There is also another explanation usually given for this. But this is not the Absolute truth. It is just offered for the purpose of clarification for those who are at a lower level of spiritual understanding. The vijnAna-maya kosha is one of the five koshas. The Pure and Eternal One Self gets reflected in this vijnAna-maya and that is what is called the JIva, also the chid-AbhAsa.
Note by VK: (Chid-AbhAsa simply means
the reflection in the chit, the intellect.
AbhAsa means reflection)
It is this JIva that is bound and that needs Release. There are several such Jivas (or Chid-AbhAsas). Among these one vijnAna-maya gets extinguished by Self-Realisation. So that reflection is gone. But nothing has happened to the ‘reflections in the other vijnAna-mayas’, that is, to the other chid-AbhAsas. The ajnAni goes about with the conviction that they are as ever before. As long as each vijnana-maya exists, so long does the reflection in that vijnana-maya persist. The analogy for this is the several reflections of the moon in different pots of water. These pots are the analogies for the several bodies. The water in them is the analogy for the various intellects in the vijnAna-mayas. And the single moon in the sky is the analogy for the unique Self. The one moon has several reflections; so also the one Self has reflections in the form of several Chid-AbhAsas. When the water in one pot gets dried up or poured out, the reflection in that pot is gone, but the other reflections are still there. Thus even if the Atman is one, for the purpose of our phenomenal understanding one can say there are several Jivas.

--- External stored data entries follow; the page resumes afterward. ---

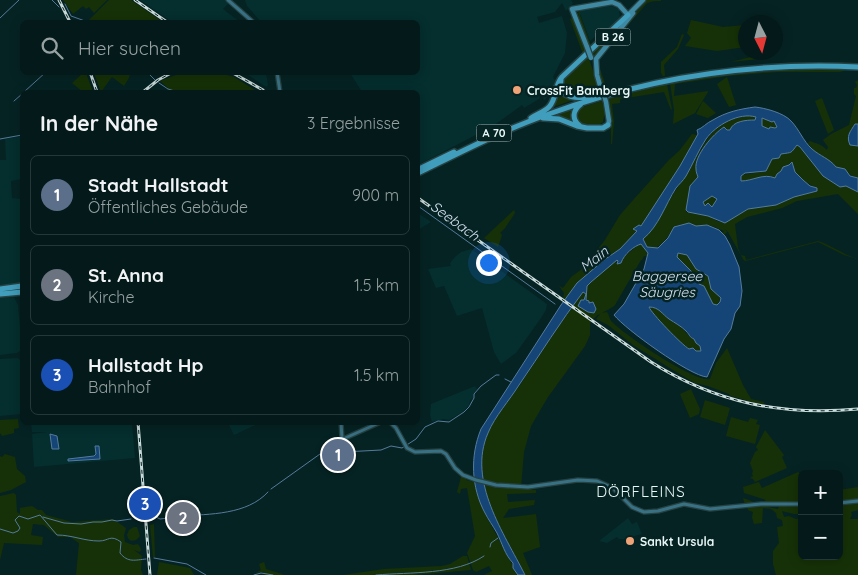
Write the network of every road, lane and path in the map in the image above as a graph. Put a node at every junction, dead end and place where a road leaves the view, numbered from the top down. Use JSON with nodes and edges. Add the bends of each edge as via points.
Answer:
{"nodes":[{"id":1,"x":230,"y":1,"type":"edge"},
{"id":2,"x":640,"y":3,"type":"edge"},
{"id":3,"x":582,"y":6,"type":"junction"},
{"id":4,"x":621,"y":7,"type":"junction"},
{"id":5,"x":628,"y":15,"type":"junction"},
{"id":6,"x":251,"y":20,"type":"edge"},
{"id":7,"x":577,"y":20,"type":"junction"},
{"id":8,"x":844,"y":65,"type":"junction"},
{"id":9,"x":858,"y":65,"type":"edge"},
{"id":10,"x":278,"y":75,"type":"edge"},
{"id":11,"x":597,"y":75,"type":"junction"},
{"id":12,"x":562,"y":77,"type":"junction"},
{"id":13,"x":280,"y":90,"type":"edge"},
{"id":14,"x":593,"y":96,"type":"junction"},
{"id":15,"x":583,"y":102,"type":"junction"},
{"id":16,"x":532,"y":119,"type":"junction"},
{"id":17,"x":606,"y":125,"type":"joint"},
{"id":18,"x":582,"y":127,"type":"junction"},
{"id":19,"x":420,"y":169,"type":"edge"},
{"id":20,"x":420,"y":172,"type":"edge"},
{"id":21,"x":20,"y":286,"type":"edge"},
{"id":22,"x":0,"y":289,"type":"edge"},
{"id":23,"x":20,"y":292,"type":"edge"},
{"id":24,"x":0,"y":294,"type":"edge"},
{"id":25,"x":341,"y":425,"type":"edge"},
{"id":26,"x":376,"y":425,"type":"edge"},
{"id":27,"x":393,"y":425,"type":"edge"},
{"id":28,"x":858,"y":501,"type":"edge"},
{"id":29,"x":843,"y":503,"type":"edge"},
{"id":30,"x":798,"y":504,"type":"edge"}],
"edges":[{"from":1,"to":6,"type":"main road"},
{"from":2,"to":4,"type":"main road","via":[[629,8]]},
{"from":2,"to":5,"type":"main road","number":"B 26"},
{"from":2,"to":11,"type":"main road","number":"B 26","via":[[596,58]]},
{"from":3,"to":4,"type":"main road","via":[[611,2]]},
{"from":3,"to":7,"type":"main road"},
{"from":3,"to":7,"type":"main road","number":"B 26","via":[[572,9]]},
{"from":4,"to":5,"type":"main road"},
{"from":5,"to":12,"type":"highway"},
{"from":7,"to":11,"type":"main road","number":"B 26","bridge":true},
{"from":8,"to":9,"type":"highway","number":"A 70"},
{"from":8,"to":14,"type":"highway","number":"A 70","via":[[781,64],[724,69]]},
{"from":8,"to":15,"type":"highway","number":"A 70","via":[[724,72],[664,82]]},
{"from":10,"to":13,"type":"main road"},
{"from":11,"to":17,"type":"main road","number":"B 26","bridge":true,"via":[[605,102]]},
{"from":12,"to":14,"type":"highway","via":[[561,88],[566,95],[576,98]]},
{"from":12,"to":16,"type":"highway","via":[[550,106]]},
{"from":14,"to":16,"type":"highway","number":"A 70"},
{"from":15,"to":16,"type":"highway","number":"A 70"},
{"from":15,"to":18,"type":"highway","via":[[574,114],[576,123]]},
{"from":16,"to":18,"type":"highway","via":[[555,118]]},
{"from":16,"to":19,"type":"highway","number":"A 70","via":[[478,140]]},
{"from":16,"to":20,"type":"highway","number":"A 70"},
{"from":17,"to":18,"type":"highway"},
{"from":21,"to":22,"type":"highway"},
{"from":23,"to":24,"type":"highway"},
{"from":25,"to":26,"type":"main road","via":[[342,438]]},
{"from":27,"to":30,"type":"main road","via":[[413,452],[437,450],[470,478],[496,485],[520,487],[578,480],[597,482],[615,490],[634,508],[649,512],[684,504],[710,509]]},
{"from":28,"to":29,"type":"main road"}]}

All this was said only for the inferior intellect. In actuality the question raised has no basis. The correct reply for the question is: “Find out who it is that is asking the question”. It is because of Ignorance that we think there are other sentient beings besides ourselves. In the dream we see different Jivas as if they are distinct from us; but they are not. In the same way the Jivas that appear as different from us in the waking state also are neither distinct from us, nor true.